The difference with #GNOME is that Microsoft actually listens to user feedback :troll:

en.wikipedia.org/wiki/Metro_(d

@codewiz @tbernard

I wish GNOME is more user-centric than user-experience-design-centric. Some stability is good. Especially for guy like me, who is not getting younger.

I adore the people with courage to make bold changes. I"d just like them to think of the everyday life experience of their end users. Includes having to relearn their desktop habits.

@yookoala @tbernard Yeah, muscle memory is hard to form and hard to lose.

I sympathize because I'm one of those who could not get used to all the UI changes in #GNOME 3 and ended up switching to Unity for a few years, and then #KDE.

@yookoala @tbernard Ah, forgot: I've also been using Cinnamon for a few years at work because KDE was too outdated on Debian.

@codewiz @tbernard

It took me quite a while to get used to the GNOME 2 to 3 change. I get why they'd want to change it eventually. But the process is no fun at all.

Again, I see the rationale behind the GNOME40 redesign. I just don't want to learn it this time only to have to unlearn in 2031.

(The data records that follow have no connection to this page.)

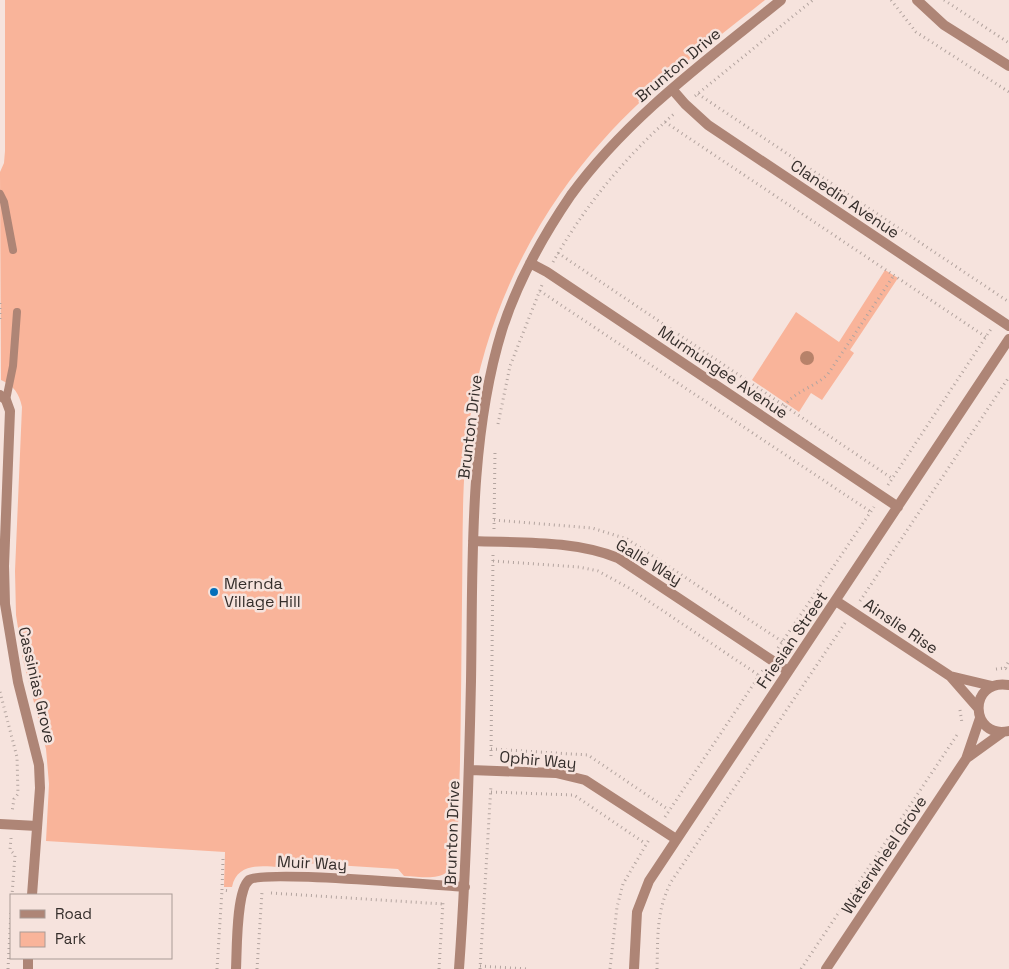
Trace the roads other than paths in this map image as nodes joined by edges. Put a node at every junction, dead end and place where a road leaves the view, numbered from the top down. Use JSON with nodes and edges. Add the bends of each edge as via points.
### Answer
{"nodes":[{"id":1,"x":781,"y":0,"type":"edge"},
{"id":2,"x":916,"y":0,"type":"edge"},
{"id":3,"x":1009,"y":66,"type":"edge"},
{"id":4,"x":672,"y":89,"type":"junction"},
{"id":5,"x":0,"y":194,"type":"edge"},
{"id":6,"x":13,"y":250,"type":"dead end"},
{"id":7,"x":530,"y":263,"type":"junction"},
{"id":8,"x":17,"y":312,"type":"dead end"},
{"id":9,"x":1009,"y":326,"type":"edge"},
{"id":10,"x":1009,"y":339,"type":"edge"},
{"id":11,"x":3,"y":398,"type":"edge"},
{"id":12,"x":898,"y":507,"type":"junction"},
{"id":13,"x":473,"y":541,"type":"junction"},
{"id":14,"x":836,"y":601,"type":"junction"},
{"id":15,"x":3,"y":604,"type":"edge"},
{"id":16,"x":788,"y":671,"type":"junction"},
{"id":17,"x":950,"y":676,"type":"junction"},
{"id":18,"x":1003,"y":683,"type":"edge"},
{"id":19,"x":979,"y":713,"type":"junction"},
{"id":20,"x":1006,"y":731,"type":"edge"},
{"id":21,"x":966,"y":758,"type":"junction"},
{"id":22,"x":470,"y":770,"type":"junction"},
{"id":23,"x":0,"y":824,"type":"edge"},
{"id":24,"x":37,"y":826,"type":"junction"},
{"id":25,"x":676,"y":839,"type":"junction"},
{"id":26,"x":465,"y":887,"type":"junction"},
{"id":27,"x":32,"y":894,"type":"edge"},
{"id":28,"x":236,"y":969,"type":"edge"},
{"id":29,"x":459,"y":969,"type":"edge"},
{"id":30,"x":634,"y":969,"type":"edge"},
{"id":31,"x":826,"y":969,"type":"edge"}],
"edges":[{"from":1,"to":4,"type":"street","name":"Brunton Drive"},
{"from":2,"to":3,"type":"street","via":[[944,26]]},
{"from":4,"to":7,"type":"street","name":"Brunton Drive","via":[[632,123],[588,174]]},
{"from":4,"to":9,"type":"street","name":"Clanedin Avenue","via":[[708,125]]},
{"from":5,"to":6,"type":"lane"},
{"from":7,"to":12,"type":"street","name":"Murmungee Avenue"},
{"from":7,"to":13,"type":"street","name":"Brunton Drive","via":[[502,329],[488,383]]},
{"from":8,"to":11,"type":"lane","via":[[13,366]]},
{"from":10,"to":12,"type":"street","name":"Friesian Street"},
{"from":11,"to":15,"type":"street","name":"Cassinias Grove","via":[[10,411]]},
{"from":12,"to":14,"type":"street","name":"Friesian Street"},
{"from":13,"to":16,"type":"street","name":"Galle Way","via":[[577,547],[618,558]]},
{"from":13,"to":22,"type":"street","name":"Brunton Drive"},
{"from":14,"to":16,"type":"street","name":"Friesian Street"},
{"from":14,"to":17,"type":"street","name":"Ainslie Rise"},
{"from":15,"to":24,"type":"street","name":"Cassinias Grove","via":[[39,765]]},
{"from":16,"to":25,"type":"street","name":"Friesian Street"},
{"from":17,"to":18,"type":"street","name":"Ainslie Rise"},
{"from":17,"to":19,"type":"street","name":"Ainslie Rise"},
{"from":18,"to":19,"type":"street","name":"Waterwheel Grove","via":[[982,695]]},
{"from":19,"to":20,"type":"street","name":"Ainslie Rise","via":[[989,728]]},
{"from":19,"to":21,"type":"street","name":"Waterwheel Grove"},
{"from":20,"to":21,"type":"street","name":"Waterwheel Grove"},
{"from":21,"to":31,"type":"street","name":"Waterwheel Grove"},
{"from":22,"to":25,"type":"street","name":"Ophir Way","via":[[556,773],[585,780]]},
{"from":22,"to":26,"type":"street","name":"Brunton Drive"},
{"from":23,"to":24,"type":"street"},
{"from":24,"to":27,"type":"street","name":"Cassinias Grove"},
{"from":25,"to":30,"type":"street","name":"Friesian Street","via":[[641,898],[637,912]]},
{"from":26,"to":28,"type":"street","name":"Muir Way","via":[[265,876],[249,880],[242,892]]},
{"from":26,"to":29,"type":"street","name":"Brunton Drive"}]}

@tbernard ElementaryOS had a screen that loooked similar but the workspaces were small boxes in a horizontal row. You dragged app icons from each box -- it worked pretty efficiently

@tbernard fucking hell, that looks good. Perhaps when someone gets prop. NVIDIA working on Wayland, I'll consider GNOME again ;-)

GNOME + Xorg's memory usage is just unwieldy IME. I've seen *much* better results with GNOME + WL, however.

P.S. PackageKit takes up around 2GB of RAM idle unless I disable it.

@tbernard This demo is slow to show how it will work so we can see or just slow? I mean those animations take forever.

@nesc Yeah, I slowed slowed down the animations 3x for the video IIRC, to show the spatial model more clearly.

Also, this is a web mockup rather than actual code, so the animation choreography is kinda low fidelty to begin with.